Please state how many lines in the records below contain the word "edges", giving only the number.
►
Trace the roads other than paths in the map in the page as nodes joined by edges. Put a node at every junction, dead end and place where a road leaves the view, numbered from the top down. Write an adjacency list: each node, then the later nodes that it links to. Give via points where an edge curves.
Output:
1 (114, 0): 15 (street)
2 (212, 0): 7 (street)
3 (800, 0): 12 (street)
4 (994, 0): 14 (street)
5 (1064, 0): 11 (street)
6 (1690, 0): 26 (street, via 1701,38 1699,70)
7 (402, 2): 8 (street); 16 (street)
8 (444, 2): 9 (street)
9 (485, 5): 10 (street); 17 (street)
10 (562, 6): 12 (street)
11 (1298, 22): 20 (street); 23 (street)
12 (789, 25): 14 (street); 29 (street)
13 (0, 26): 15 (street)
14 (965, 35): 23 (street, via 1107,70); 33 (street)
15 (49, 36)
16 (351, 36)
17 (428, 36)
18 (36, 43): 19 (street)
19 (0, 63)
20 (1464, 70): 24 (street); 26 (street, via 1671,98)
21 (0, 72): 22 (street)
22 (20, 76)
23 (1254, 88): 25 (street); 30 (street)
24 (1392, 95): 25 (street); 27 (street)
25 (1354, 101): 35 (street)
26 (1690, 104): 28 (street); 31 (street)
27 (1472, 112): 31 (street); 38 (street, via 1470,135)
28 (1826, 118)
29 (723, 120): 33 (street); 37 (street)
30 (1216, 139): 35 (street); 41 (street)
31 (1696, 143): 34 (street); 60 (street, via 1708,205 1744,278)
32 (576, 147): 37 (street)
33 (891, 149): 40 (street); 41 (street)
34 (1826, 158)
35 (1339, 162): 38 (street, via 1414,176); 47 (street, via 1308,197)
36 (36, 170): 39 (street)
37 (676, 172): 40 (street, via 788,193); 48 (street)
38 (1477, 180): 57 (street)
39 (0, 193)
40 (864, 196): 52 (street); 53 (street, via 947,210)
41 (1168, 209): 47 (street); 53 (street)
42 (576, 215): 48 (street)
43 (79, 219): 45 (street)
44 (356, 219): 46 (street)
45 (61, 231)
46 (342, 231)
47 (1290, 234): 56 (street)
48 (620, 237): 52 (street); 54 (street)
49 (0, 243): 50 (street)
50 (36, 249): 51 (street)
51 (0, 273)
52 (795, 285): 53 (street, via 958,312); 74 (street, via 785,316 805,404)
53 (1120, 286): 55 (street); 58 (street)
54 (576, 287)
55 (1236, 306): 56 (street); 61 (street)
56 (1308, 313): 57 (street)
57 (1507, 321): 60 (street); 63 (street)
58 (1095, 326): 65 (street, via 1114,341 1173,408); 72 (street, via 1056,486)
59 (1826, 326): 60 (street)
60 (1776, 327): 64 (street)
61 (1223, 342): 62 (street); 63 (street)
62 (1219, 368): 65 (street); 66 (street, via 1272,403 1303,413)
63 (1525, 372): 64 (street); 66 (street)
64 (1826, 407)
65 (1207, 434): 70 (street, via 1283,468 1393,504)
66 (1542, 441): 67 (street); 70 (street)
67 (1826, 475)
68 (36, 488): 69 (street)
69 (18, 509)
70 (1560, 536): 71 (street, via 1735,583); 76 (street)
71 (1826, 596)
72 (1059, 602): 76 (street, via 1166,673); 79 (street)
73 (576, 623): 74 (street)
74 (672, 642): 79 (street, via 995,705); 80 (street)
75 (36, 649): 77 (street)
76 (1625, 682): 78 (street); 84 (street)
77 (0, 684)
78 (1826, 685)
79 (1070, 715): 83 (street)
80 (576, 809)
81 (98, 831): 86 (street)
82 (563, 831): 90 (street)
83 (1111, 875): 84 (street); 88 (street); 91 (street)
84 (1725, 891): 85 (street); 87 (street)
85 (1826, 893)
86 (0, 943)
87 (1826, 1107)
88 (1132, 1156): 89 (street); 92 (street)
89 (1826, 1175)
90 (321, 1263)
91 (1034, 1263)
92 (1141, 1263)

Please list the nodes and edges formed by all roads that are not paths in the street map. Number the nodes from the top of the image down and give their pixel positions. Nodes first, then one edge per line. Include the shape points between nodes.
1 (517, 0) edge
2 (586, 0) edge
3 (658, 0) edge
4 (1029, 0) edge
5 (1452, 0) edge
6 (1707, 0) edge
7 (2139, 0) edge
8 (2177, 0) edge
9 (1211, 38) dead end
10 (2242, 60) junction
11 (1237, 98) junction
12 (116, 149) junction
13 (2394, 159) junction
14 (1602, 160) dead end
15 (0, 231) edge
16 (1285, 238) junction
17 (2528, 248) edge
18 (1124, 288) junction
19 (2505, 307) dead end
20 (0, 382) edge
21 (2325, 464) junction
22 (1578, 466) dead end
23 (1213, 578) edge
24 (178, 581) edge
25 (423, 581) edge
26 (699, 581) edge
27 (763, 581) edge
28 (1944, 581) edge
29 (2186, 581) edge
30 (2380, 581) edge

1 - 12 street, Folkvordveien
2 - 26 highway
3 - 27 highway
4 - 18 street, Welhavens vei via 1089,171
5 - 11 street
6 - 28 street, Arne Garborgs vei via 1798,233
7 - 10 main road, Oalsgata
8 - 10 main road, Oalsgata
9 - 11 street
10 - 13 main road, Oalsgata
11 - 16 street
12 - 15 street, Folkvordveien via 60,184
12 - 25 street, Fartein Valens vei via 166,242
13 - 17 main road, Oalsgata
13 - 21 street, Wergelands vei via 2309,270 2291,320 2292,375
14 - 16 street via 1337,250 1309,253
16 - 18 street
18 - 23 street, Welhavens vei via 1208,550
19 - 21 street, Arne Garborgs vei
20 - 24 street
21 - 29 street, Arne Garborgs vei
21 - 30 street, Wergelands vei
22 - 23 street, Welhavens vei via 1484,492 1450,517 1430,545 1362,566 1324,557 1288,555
◄
__RESPONSE TO THIS TASK__
2